L’hiver est terminé.
Quand j’ai réalisé que c’était la dernière neige de l’année qui fondait à Stockholm, j’ai ressenti beaucoup d’émotions. Un an, c’est assez long en terme de durée, mais c’est court dans la mesure où chaque saison ne se vit qu’une seule fois : cela oblige à les savourer pleinement.
Bien sûr, je reviendrai à Stockholm, peut-être que je reverrai toutes les différentes saisons au cours de ma vie dans cette belle ville. Mais je n’y habiterai sans doute plus jamais, c’était une expérience unique dans ma vie.Je me souviens parfaitement de la dernière fois que j’ai marché sur un lac gelé, à Lidingö, à la fin du mois de Mars, et des dernières traces de neige que j’ai pu voir dans certaines réserves naturelles ces derniers temps : l’impatience et la joie se mêlaient au sentiment de nostalgie.

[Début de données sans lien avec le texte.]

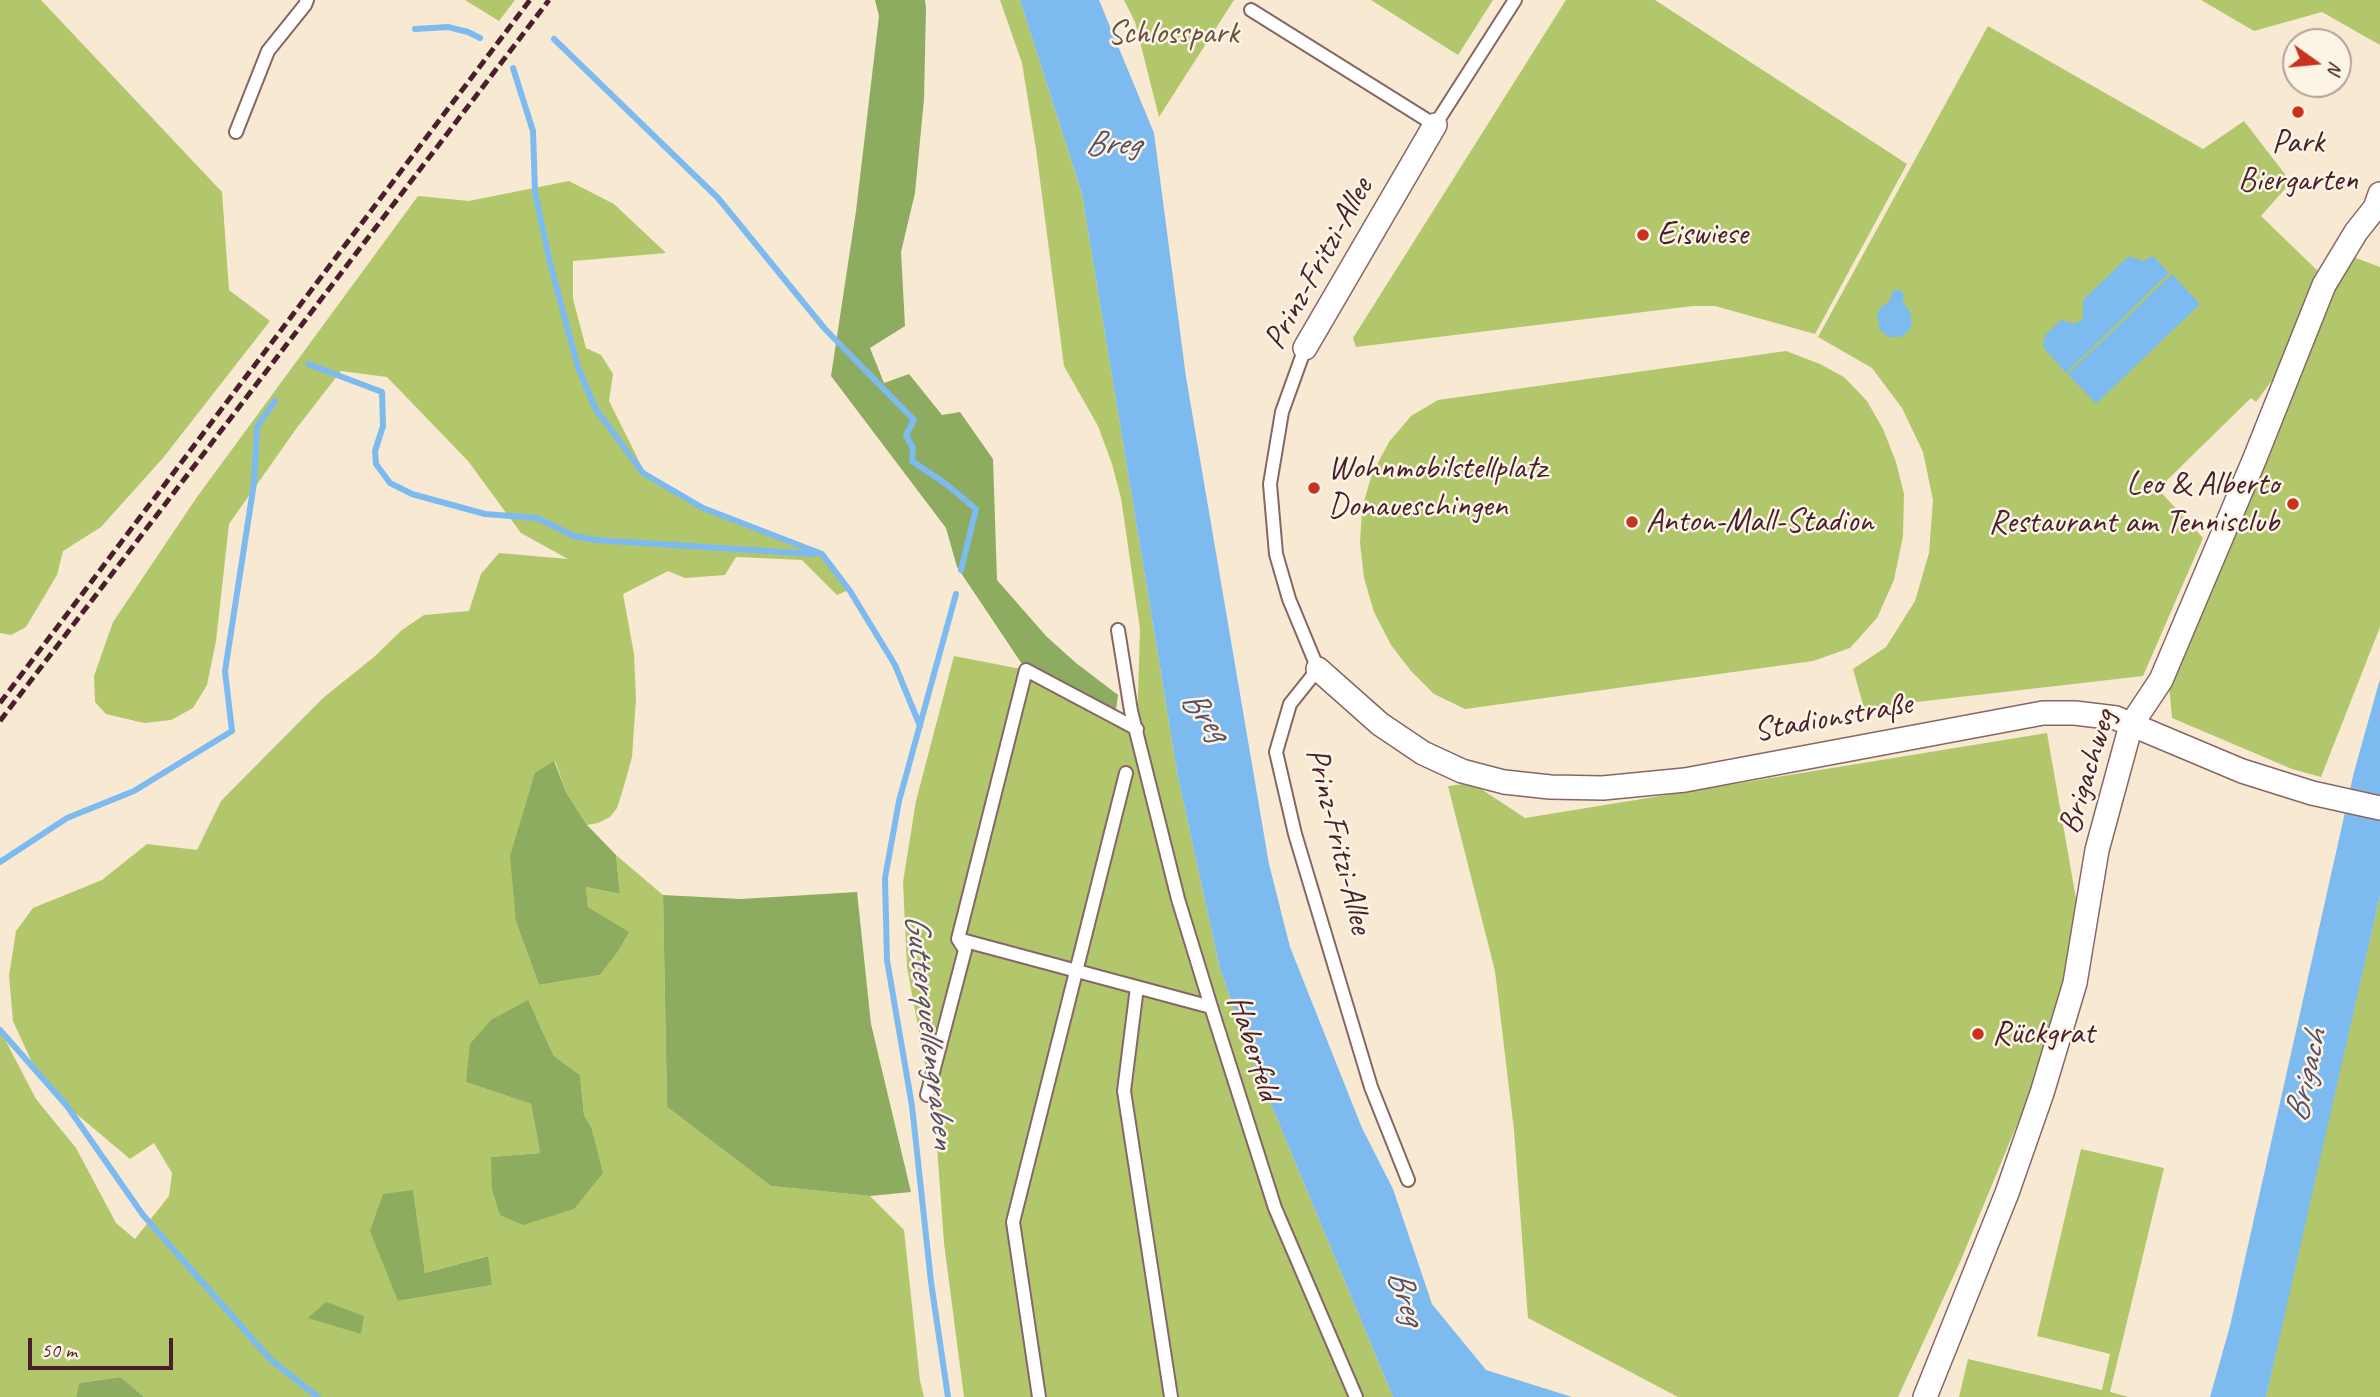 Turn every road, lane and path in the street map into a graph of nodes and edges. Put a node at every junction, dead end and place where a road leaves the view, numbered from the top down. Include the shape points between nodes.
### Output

Pendant toutes les longues nuits d’hiver, la ville de Stockholm était magnifique. Il y avait des guirlandes lumineuses partout, et les rues étaient bien éclairées durant toutes ces après-midi d’obscurité. C’était chaleureux, malgré le froid et l’obscurité. L’ambiance était calme, apaisante, feutrée. Stockholm est une ville où on se sent bien, apaisé et en sécurité, même après la tombée de la nuit.
Bien que l’hiver fut assez difficile à vivre, j’ai fait beaucoup de promenades, beaucoup de photos, j’ai exploré plein d’endroits lorsque la température était négative et qu’une épaisse couche de neige recouvrait la ville. Je me suis souvent perdue en pleine nature, aussi longtemps que ma résistance au froid le permettait, à explorer un maximum de parcs et de réserves naturelles.
Je me rappelle le bonheur que j’éprouvais lorsqu’il y avait du soleil sur le campus enneigé. Lorsque je rentrais chez moi tard le soir et que de légers flocons tombaient dans la rue déserte. Je me rappelle encore de la toute première fois qu’il a neigé : c’était lors de mon week-end d’anniversaire. Mon père était venu en Suède, et on avait loué un petit chalet au bord d’une rivière pour le fêter. Il y avait une ambiance magique, et je n’oublierai jamais ce week-end de mes 20 ans. Le dimanche matin, je me suis levée tôt, j’ai fait un sauna et puis je suis allée me baigner dans la rivière gelée, par -4°. C’était une expérience typiquement scandinave que j’avais toujours voulu vivre. Partir presque seule loin de tout pour mes vingt ans paraîtra sans doute un peu étrange à ceux qui préfère le contact social, les fêtes et la compagnie, mais personnellement, je ne pouvais pas rêver mieux que le calme, la nature, des bougies et une cheminée. Dans les pays nordiques, ce n’est pas un hasard si les maisons sont joliment décorées, s’il y a des magasin de lampes et de décoration partout, et qu’ils sont bien connus pour ça : rendre la vie en intérieur chaleureuse est le seul moyen de supporter les conditions difficiles de l’hiver. Être dans un bel endroit, agréable à vivre, chaud et lumineux, avec des gens que l’on aime, c’est peut-être un peu la base de l’art de vivre à la scandinave, et c’est en même temps si simple.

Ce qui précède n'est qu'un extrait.